* **Work item**
Down to the last line below, repeat the entries word for word and drop the pictures.

* **Records supplied**
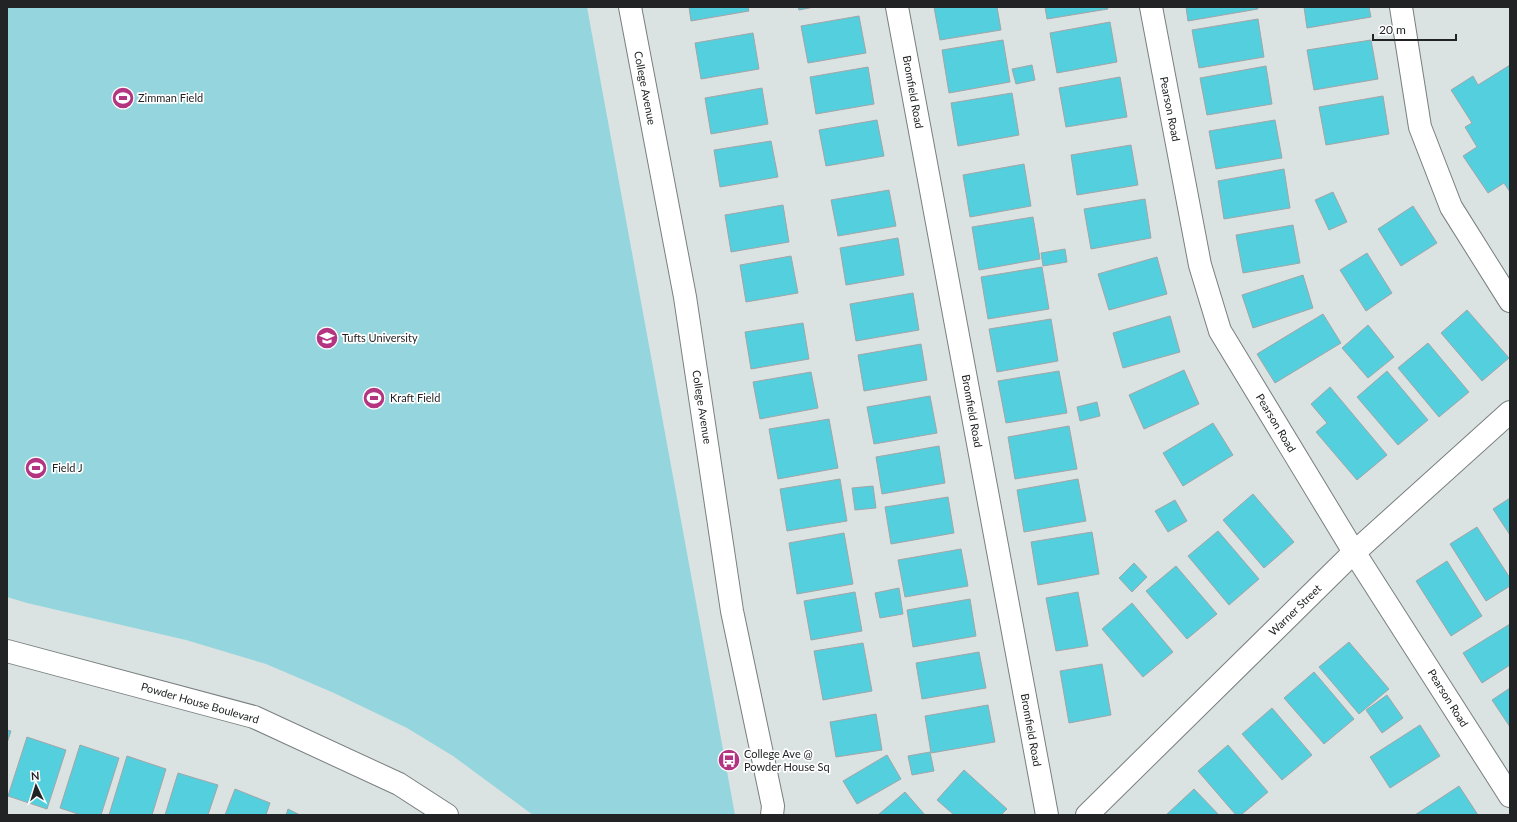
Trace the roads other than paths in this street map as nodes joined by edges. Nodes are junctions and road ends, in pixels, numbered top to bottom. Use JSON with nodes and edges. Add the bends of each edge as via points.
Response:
{"nodes":[{"id":1,"x":630,"y":7,"type":"edge"},
{"id":2,"x":897,"y":7,"type":"edge"},
{"id":3,"x":1151,"y":7,"type":"edge"},
{"id":4,"x":1401,"y":7,"type":"edge"},
{"id":5,"x":1510,"y":300,"type":"edge"},
{"id":6,"x":1510,"y":412,"type":"edge"},
{"id":7,"x":1354,"y":552,"type":"junction"},
{"id":8,"x":7,"y":651,"type":"edge"},
{"id":9,"x":1510,"y":796,"type":"edge"},
{"id":10,"x":775,"y":812,"type":"edge"},
{"id":11,"x":447,"y":815,"type":"edge"},
{"id":12,"x":1047,"y":815,"type":"edge"},
{"id":13,"x":1087,"y":815,"type":"edge"}],
"edges":[{"from":1,"to":10,"type":"street","name":"College Avenue","via":[[685,297],[732,610]]},
{"from":2,"to":12,"type":"street","name":"Bromfield Road"},
{"from":3,"to":7,"type":"street","name":"Pearson Road","via":[[1200,265],[1220,331]]},
{"from":4,"to":5,"type":"street","via":[[1420,127],[1451,207]]},
{"from":6,"to":7,"type":"street","name":"Warner Street"},
{"from":7,"to":9,"type":"street","name":"Pearson Road"},
{"from":7,"to":13,"type":"street","name":"Warner Street"},
{"from":8,"to":11,"type":"street","name":"Powder House Boulevard","via":[[254,717],[399,784]]}]}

* **Result of this exercise**
Trace the roads other than paths in this street map as nodes joined by edges. Nodes are junctions and road ends, in pixels, numbered top to bottom. Use JSON with nodes and edges. Add the bends of each edge as via points.
Response:
{"nodes":[{"id":1,"x":630,"y":7,"type":"edge"},
{"id":2,"x":897,"y":7,"type":"edge"},
{"id":3,"x":1151,"y":7,"type":"edge"},
{"id":4,"x":1401,"y":7,"type":"edge"},
{"id":5,"x":1510,"y":300,"type":"edge"},
{"id":6,"x":1510,"y":412,"type":"edge"},
{"id":7,"x":1354,"y":552,"type":"junction"},
{"id":8,"x":7,"y":651,"type":"edge"},
{"id":9,"x":1510,"y":796,"type":"edge"},
{"id":10,"x":775,"y":812,"type":"edge"},
{"id":11,"x":447,"y":815,"type":"edge"},
{"id":12,"x":1047,"y":815,"type":"edge"},
{"id":13,"x":1087,"y":815,"type":"edge"}],
"edges":[{"from":1,"to":10,"type":"street","name":"College Avenue","via":[[685,297],[732,610]]},
{"from":2,"to":12,"type":"street","name":"Bromfield Road"},
{"from":3,"to":7,"type":"street","name":"Pearson Road","via":[[1200,265],[1220,331]]},
{"from":4,"to":5,"type":"street","via":[[1420,127],[1451,207]]},
{"from":6,"to":7,"type":"street","name":"Warner Street"},
{"from":7,"to":9,"type":"street","name":"Pearson Road"},
{"from":7,"to":13,"type":"street","name":"Warner Street"},
{"from":8,"to":11,"type":"street","name":"Powder House Boulevard","via":[[254,717],[399,784]]}]}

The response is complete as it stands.